The Offering by Grace McCleen
I adored Grace McCleen's earlier novel The Land of Decoration, and The Offering similarly has as its protagonist a young girl growing up in relative isolation with religious fundamentalists, deeply confused about what she believes to be her relationship with God.
Told partly from the point of view of the adult Madeline, now in a psychiatric institution and undergoing hypnosis at the direction of an ambiguous, almost sinister doctor, and partly in flashback, it's the story of Madeline's family's spiral of tragedy during the year they spent trying to make a life for themselves on a small farm on an unnamed island off the coast of England.
This is, from the outset, a somewhat unsettling novel, with a powerful sense of foreboding that hangs over both the past and present narratives, rather like the shadowy presence of the judgemental, threatening Old Testament God Madeline's father has taught her to fear. Darkness is always just around the corner, even when Madeline speaks of her love of the island and its natural landscape, or her touching bond with her dog Elijah, effectively her only friend. As the family sink into poverty and resentment, it's impossible not to share Madeline's own bitter anger at her father's stubborn insistence that God will provide, not to mention his dismissal of his wife's obvious suffering as she begins to succumb to depression, his beliefs as rigid as his temper is volatile. Meanwhile, in the present day there are obvious parallels between Madeline's father and Dr Lucas, the domineering psychiatrist.
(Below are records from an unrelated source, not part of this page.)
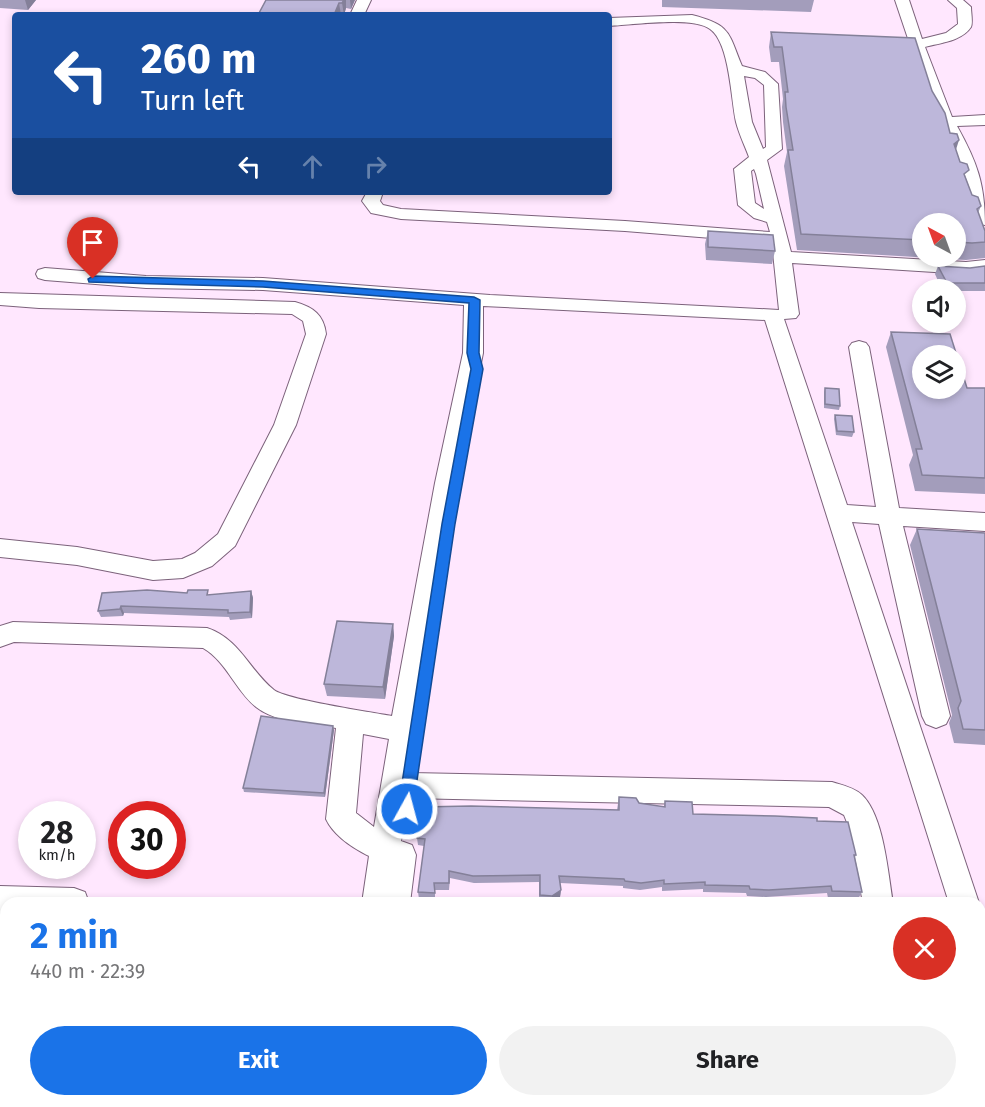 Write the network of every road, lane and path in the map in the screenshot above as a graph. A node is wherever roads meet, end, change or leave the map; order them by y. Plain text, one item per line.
1 (902, 0) edge
2 (956, 0) edge
3 (615, 6) dead end
4 (612, 16) edge
5 (612, 22) edge
6 (919, 44) junction
7 (736, 70) junction
8 (985, 120) edge
9 (744, 122) junction
10 (774, 122) junction
11 (947, 122) junction
12 (759, 159) junction
13 (373, 195) edge
14 (985, 220) edge
15 (782, 248) junction
16 (985, 266) edge
17 (45, 274) dead end
18 (0, 299) edge
19 (474, 300) junction
20 (789, 314) dead end
21 (860, 346) dead end
22 (836, 513) junction
23 (889, 517) junction
24 (985, 522) edge
25 (0, 548) edge
26 (0, 637) edge
27 (421, 659) junction
28 (936, 716) dead end
29 (351, 720) junction
30 (405, 730) junction
31 (403, 785) junction
32 (386, 849) junction
33 (378, 897) edge
34 (395, 897) edge
35 (877, 897) edge
36 (962, 897) edge

1 - 6 street
2 - 6 street
3 - 4 street
5 - 7 street
6 - 11 street
7 - 9 street
7 - 10 street
8 - 11 street
9 - 10 street
9 - 12 street
10 - 12 street
11 - 14 street
12 - 15 street
13 - 15 street
15 - 16 street
15 - 20 street
17 - 19 street
18 - 25 street
19 - 22 street
19 - 27 street
21 - 23 street
22 - 23 street
22 - 36 street
23 - 24 street
23 - 28 street
26 - 29 street
27 - 30 street
27 - 31 street
29 - 30 street
29 - 32 street
30 - 31 street
31 - 32 street
31 - 34 street
31 - 35 street
32 - 33 street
Like The Land of Decoration, The Offering deals with the fine line between religious fervour and mental illness - 'hearing' the voice of God, for example, and a conviction that good and bad luck can be created and prevented by one's own actions, as well as a disturbing sense of low-level paranoia that comes from a genuine fear of the temptations of Satan. Entirely isolated from her peers (and indeed, terrified of them) the twin burdens of guilt and responsibility that weigh down on Madeline's shoulders are almost painful for us to read about, let alone for a 13-year-old girl to bear without lasting psychological damage.
Throughout the novel Grace McCleen weaves together the vivid, evocative prose of Madeline's suppressed memories and the drab institutional ugliness of the psychiatric hospital with a strong thread of lurking unease and, despite everything, the occasional spark of wry, observant humour. As befits a novel told from the point of view of a severely disturbed and presumably constantly medicated psychiatric patient, there is a slightly dream-like, drifting quality to certain sections, while others have a sense of very concrete, mundane reality.
Although The Offering is, undeniably, a terribly sad novel, it is also a beautiful and a powerful one - plus, I found it every bit as a gripping as a thriller. This is a book I will continue to think about for a very long time.